4.4.2. Where should I put my swap space?

    * Mechanics are slow, electronics are fast.
      Modern hard disks have many heads. Switching between heads of the
      same track is fast, since it is purely electronic. Switching
      between tracks is slow, since it involves moving real world
      matter.
      So if you have a disk with many heads and one with less heads and
      both are identical in other parameters, the disk with many heads
      will be faster.
      Splitting swap and putting it on both disks will be even faster,
      though.
    * Older disks have the same number of sectors on all tracks. With
      these disks it will be fastest to put your swap in the middle of
      the disks, assuming that your disk head will move from a random
      track towards the swap area.
    * Newer disks use ZBR (zone bit recording). They have more sectors
      on the outer tracks. With a constant number of rpms, this yields a
      far greater performance on the outer tracks than on the inner
      ones. Put your swap on the fast tracks.
    * Of course your disk head will not move randomly. If you have swap
      space in the middle of a disk between a constantly busy home
      partition and an almost unused archive partition, you would be
      better of if your swap were in the middle of the home partition
      for even shorter head movements. You would be even better off, if
      you had your swap on another otherwise unused disk, though.
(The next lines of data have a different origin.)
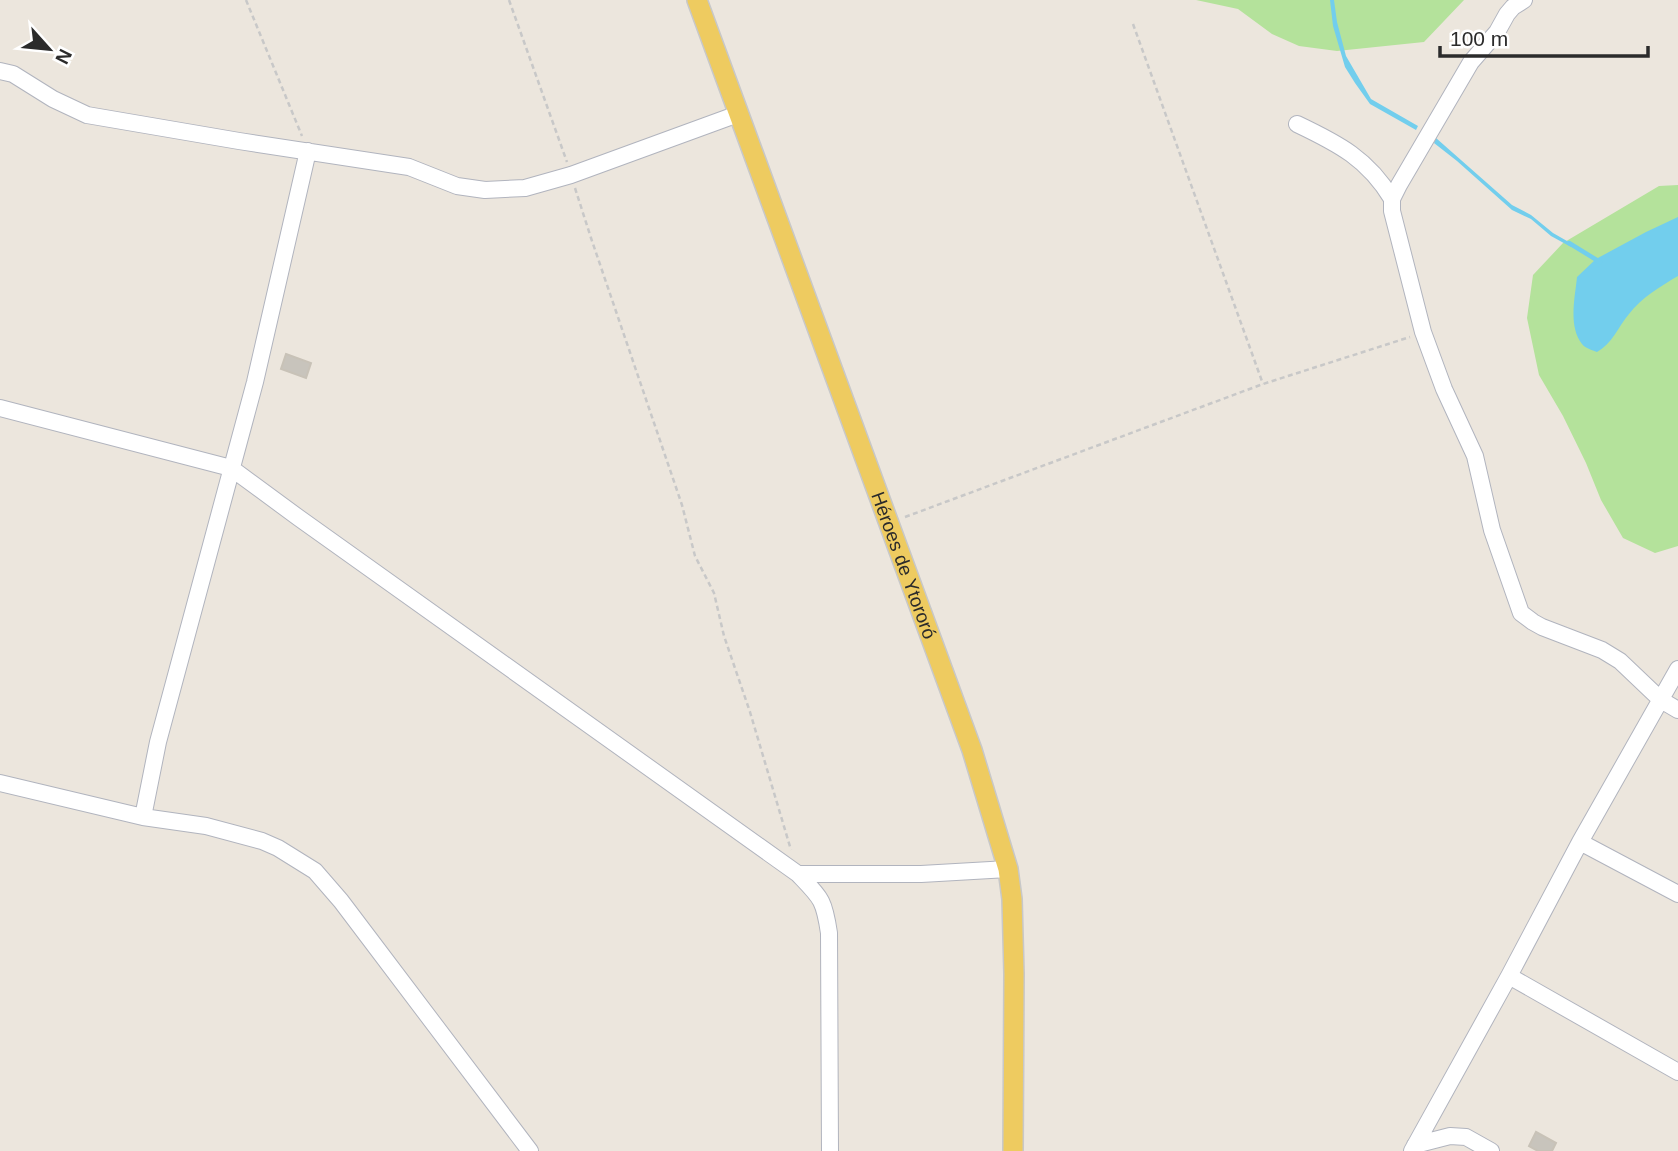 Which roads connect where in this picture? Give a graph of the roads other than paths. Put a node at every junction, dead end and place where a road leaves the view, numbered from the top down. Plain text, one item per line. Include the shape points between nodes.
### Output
1 (697, 0) edge
2 (1524, 0) edge
3 (0, 71) edge
4 (738, 114) junction
5 (1297, 124) dead end
6 (308, 151) junction
7 (1392, 200) junction
8 (0, 408) edge
9 (230, 468) junction
10 (1678, 669) edge
11 (1661, 700) junction
12 (1678, 709) edge
13 (0, 783) edge
14 (144, 817) junction
15 (1580, 842) junction
16 (1008, 869) junction
17 (798, 874) junction
18 (1678, 894) edge
19 (1509, 976) junction
20 (1678, 1072) edge
21 (1413, 1148) edge
22 (530, 1151) edge
23 (830, 1151) edge
24 (1013, 1151) edge
25 (1491, 1151) edge

1 - 4 main road, Héroes de Ytororó
2 - 7 street via 1507,14 1471,62
3 - 6 street via 87,115
4 - 6 street via 525,188 457,186 410,167
4 - 16 main road, Héroes de Ytororó via 972,750
5 - 7 street via 1362,161
6 - 9 street via 255,382
7 - 11 street via 1423,332 1475,456 1492,530 1521,613 1620,661
8 - 9 street
9 - 14 street via 158,742
9 - 17 street
10 - 11 street
11 - 12 street
11 - 15 street
13 - 14 street
14 - 22 street via 206,826 262,841 315,871
15 - 18 street
15 - 19 street
16 - 17 street
16 - 24 main road, Héroes de Ytororó via 1014,974
17 - 23 street via 820,897 829,933
19 - 20 street
19 - 21 street
21 - 25 street via 1435,1138 1458,1136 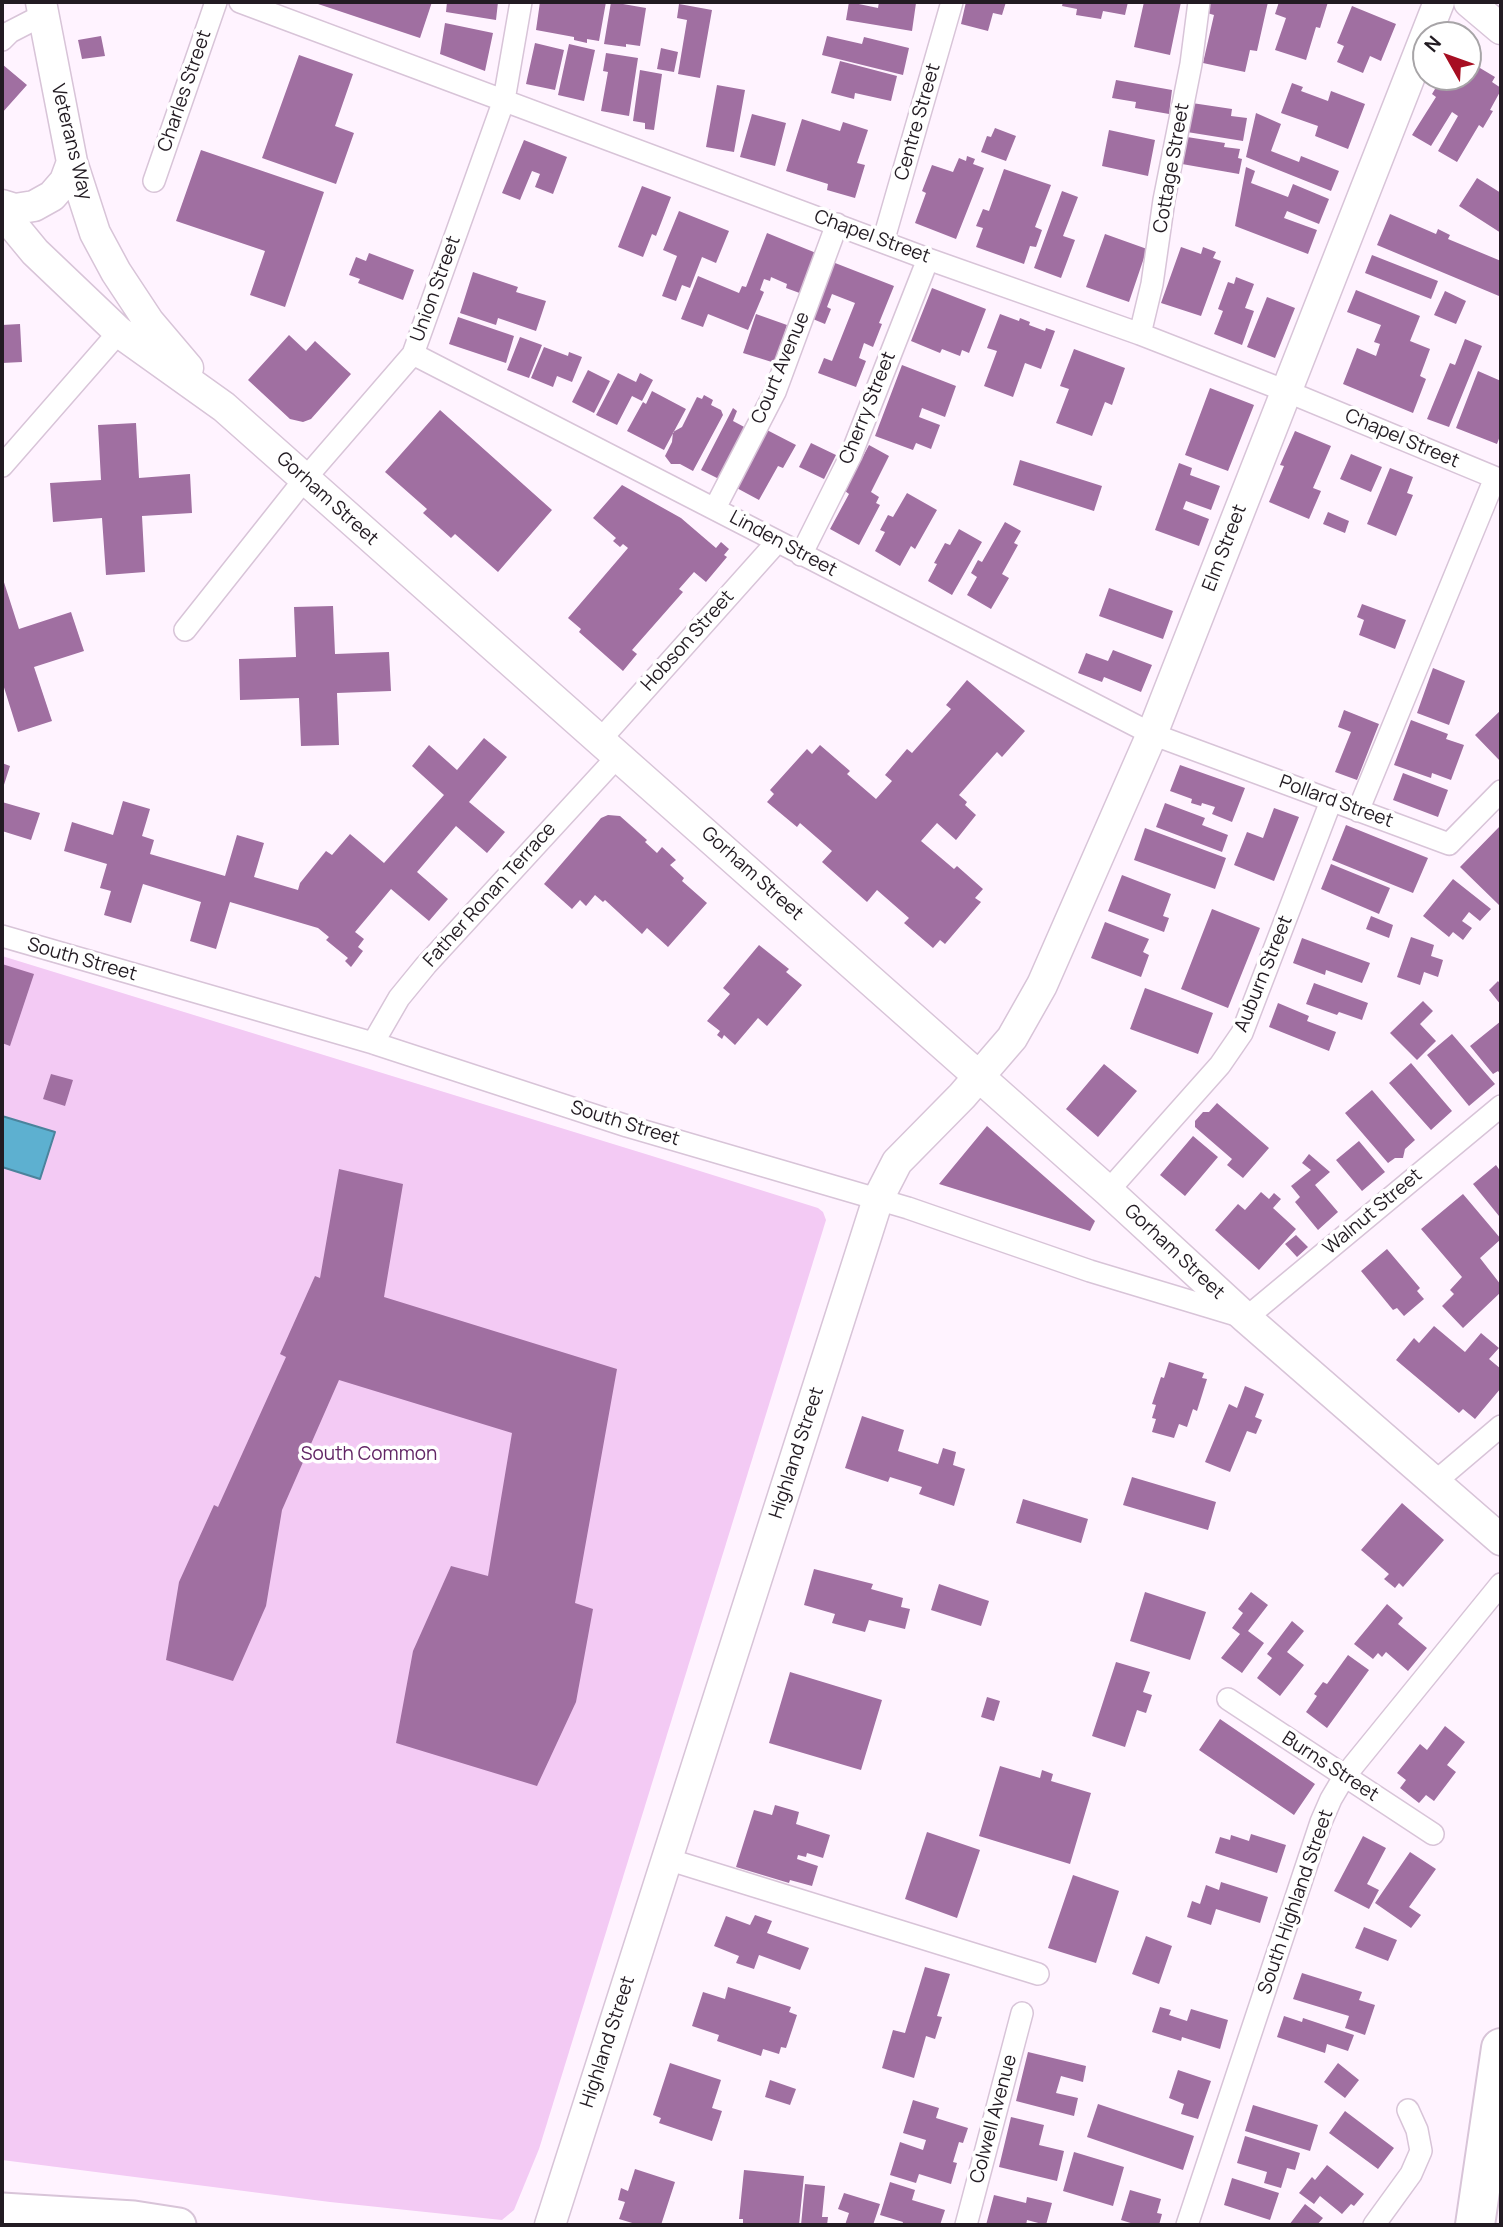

  Summary: Put your swap on a fast disk with many heads that is not busy
  doing other things. If you have multiple disks: Split swap and scatter
  it over all your disks or even different controllers.

  Even better: Buy more RAM.
    _________________________________________________________________

5. Partitioning with fdisk

5.1. Partitioning with fdisk

  This section shows you how to actually partition your hard drive with
  the fdisk utility. Linux allows only 4 primary partitions. You can
  have a much larger number of logical partitions by sub-dividing one of
  the primary partitions. Only one of the primary partitions can be
  sub-divided.

  Examples:

   1. Four primary partitions ([64]Section 5.1.2)
   2. Mixed primary and logical partitions ([65]Section 5.1.3)
    _________________________________________________________________

5.1.1. Notes about fdisk:

  fdisk is started by typing (as root) fdisk device at the command
  prompt. "device" ([66]Section 2.1.1) might be something like /dev/hda
  or /dev/sda. The basic fdisk commands you need are:

  p
         print the partition table

  n
         create a new partition

  d
         delete a partition

  q
         quit without saving changes

  w
         write the new partition table and exit

  Changes you make to the partition table do not take effect until you
  issue the write (w) command. Here is a sample partition table:
Disk /dev/hdb: 64 heads, 63 sectors, 621 cylinders
Units = cylinders of 4032 * 512 bytes

  Device Boot    Start       End    Blocks   Id  System
/dev/hdb1   *         1       184    370912+  83  Linux
/dev/hdb2           185       368    370944   83  Linux
/dev/hdb3           369       552    370944   83  Linux
/dev/hdb4           553       621    139104   82  Linux swap

  The first line shows the geometry of your hard drive. It may not be
  physically accurate, but you can accept it as though it were. The hard
  drive in this example is made of 32 double-sided platters with one
  head on each side (probably not true). Each platter has 621 concentric
  tracks. A 3-dimensional track (the same track on all disks) is called
  a cylinder. Each track is divided into 63 sectors. Each sector
  contains 512 bytes of data. Therefore the block size in the partition
  table is 64 heads * 63 sectors * 512 bytes er...divided by 1024. (See
  [67]4 for discussion on problems with this calculation.)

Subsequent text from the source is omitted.